Executivo
“Cartilha bolsonarista” afasta Romero do apoio à reeleição de Bolsonaro
01/12/2021 08:18
Suetoni Souto Maior
Romero Rodrigues vai mudar de partido. Foto: Divulgação

O ex-prefeito de Campina Grande, Romero Rodrigues (PSD), tem dado provas de que está em outra “vibe” política. Em entrevista ao jornalista Luís Tôrres, na TV Arapuan, nesta semana, ele deixou claro que não tem alinhamento ideológico com o presidente Jair Bolsonaro (PL). Antes visto como potencial aliado, o ex-gestor critica o que descreve como “modus operandi” dos aliados do capitão reformado do Exército. Segundo ele, tentaram impor até cartilha de como deveria se portar para oferecer palanque ao presidente para as eleições do ano que vem.

Se descrevendo mais uma vez como político de centro, meio como quem sinaliza um largar de mãos, Romero apenas desejou boa sorte a Bolsonaro nas eleições do ano que vem. O gesto discursivo mostra o quanto o ex-prefeito abraçou a nova vertente política que ele pretende seguir, com um alinhamento crescente com o governador João Azevêdo (Cidadania). Os dois ainda não conversaram pessoalmente, pelo menos segundo eles próprios, mas o diálogo tem sido pródigo em resultados nos bastidores. Há sinalização palpável até de que o ex-gestor se torne vice do atual governador.

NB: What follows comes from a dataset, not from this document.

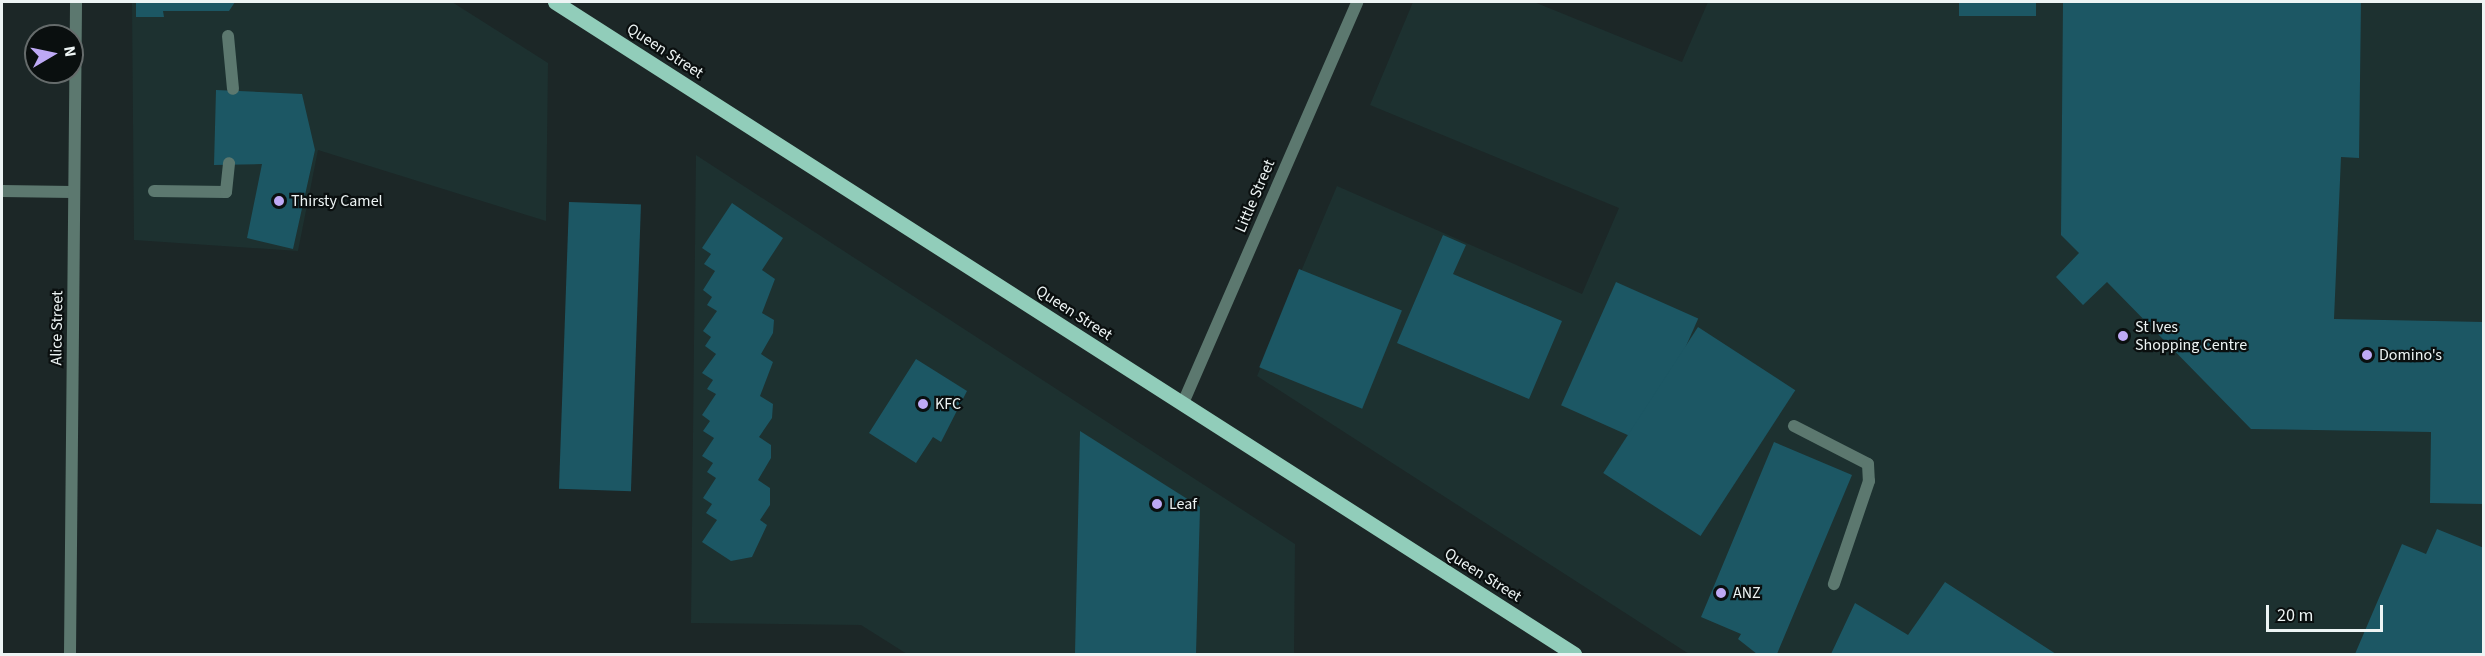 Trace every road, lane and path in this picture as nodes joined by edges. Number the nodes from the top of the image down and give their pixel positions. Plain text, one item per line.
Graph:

As discordâncias de Romero com aliados do presidente aqui na Paraíba foram vistas em relação a declarações vindas de figuras como o comunicador Nilvan Ferreira (PTB) e o deputado estadual Wallber Virgolino (Patriota). Isso porque o apoio à candidatura de Romero estava assegurado, mas ele precisava seguir padrões que contrariavam sua história política. O ato contínuo disso, por parte do ex-prefeito, foi modular o discurso. Sendo de centro, caso ele se alie a João, não seria de estranhar o apoio à candidatura do ex-presidente Lula.

Aos bolsonaristas, agora, resta a busca de um nome capaz de dar capilaridade ao palanque de Bolsonaro no Estado. O presidente tem uma militância resiliente e numerosa na Paraíba. Não haverá dificuldade para a construção de um palanque forte, principalmente voltado para a eleição proporcional. Para a disputa do governo, até agora, o nome mais cotado é o do ministro paraibano Marcelo Queiroga (Saúde). Apesar das sinalizações em contrário, tem sido ele a figura que mais apresenta predicados para a disputa. Com Romero, muito claramente, não será.